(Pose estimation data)

========================

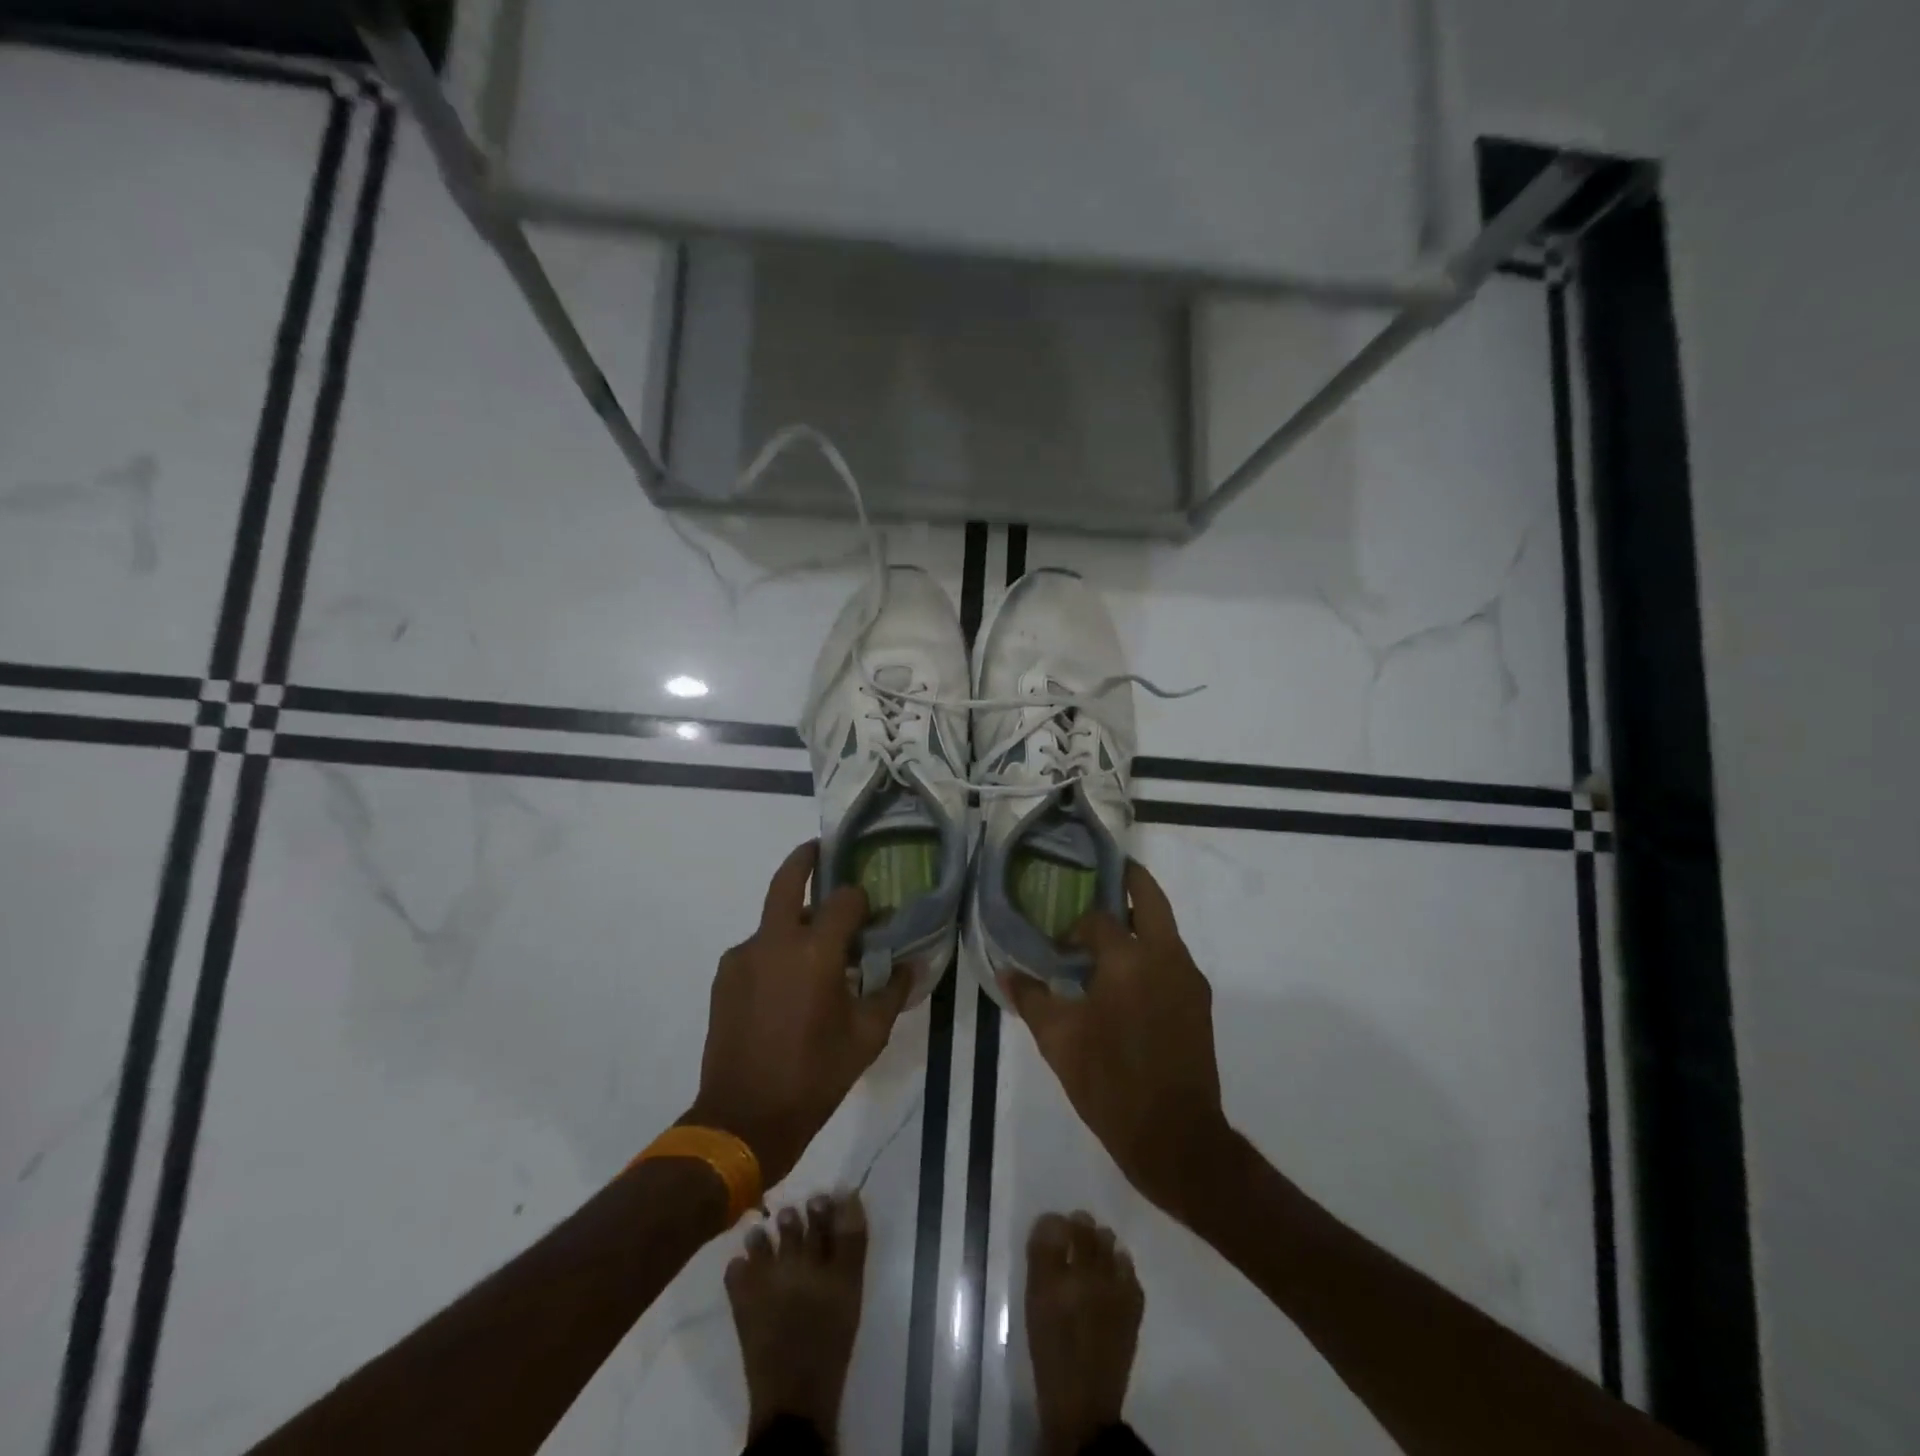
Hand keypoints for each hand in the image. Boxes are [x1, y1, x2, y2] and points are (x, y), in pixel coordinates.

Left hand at [689, 841, 913, 1186]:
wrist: (743, 1118)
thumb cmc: (815, 1076)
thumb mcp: (867, 1038)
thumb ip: (892, 992)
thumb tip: (909, 964)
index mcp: (815, 952)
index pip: (844, 899)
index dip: (862, 900)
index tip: (873, 914)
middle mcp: (775, 941)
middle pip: (788, 880)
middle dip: (806, 858)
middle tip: (822, 852)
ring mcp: (744, 956)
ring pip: (773, 919)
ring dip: (795, 921)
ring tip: (815, 954)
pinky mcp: (725, 975)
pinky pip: (757, 948)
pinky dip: (776, 951)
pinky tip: (788, 985)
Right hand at [1000, 862, 1235, 1217]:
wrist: (1176, 1137)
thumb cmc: (1110, 1082)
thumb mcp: (1058, 1040)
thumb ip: (1032, 998)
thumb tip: (1007, 971)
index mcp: (1130, 959)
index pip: (1099, 921)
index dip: (1074, 929)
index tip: (1058, 949)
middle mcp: (1166, 956)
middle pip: (1150, 898)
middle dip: (1128, 880)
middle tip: (1103, 874)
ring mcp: (1189, 979)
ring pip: (1165, 928)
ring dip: (1140, 920)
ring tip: (1107, 935)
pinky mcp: (1199, 1002)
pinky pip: (1172, 959)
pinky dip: (1150, 951)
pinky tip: (1126, 980)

========================

What the task requires> Return exactly the lines in the records above, beginning with the one that holds "pinky mcp: (725, 975)" and ending with the last.

Expected answer>
pinky mcp: (725, 975)
pinky pip: (757, 948)
pinky dip: (776, 951)
pinky tip: (788, 985)
Right hand at [1000, 862, 1235, 1217]:
wrist: (1176, 1137)
thumb cmc: (1110, 1082)
thumb mcp: (1058, 1040)
thumb ip: (1032, 998)
thumb tip: (1007, 971)
index mcp: (1130, 959)
index pip: (1099, 921)
index dip: (1074, 929)
index tip: (1058, 949)
middle mcp: (1166, 956)
middle pip: (1150, 898)
middle dip: (1128, 880)
middle tip: (1103, 874)
ring mcp: (1189, 979)
ring pip: (1165, 928)
ring dip: (1140, 920)
ring tip: (1107, 935)
pinky mcp: (1199, 1002)
pinky pip: (1172, 959)
pinky dip: (1150, 951)
pinky tip: (1126, 980)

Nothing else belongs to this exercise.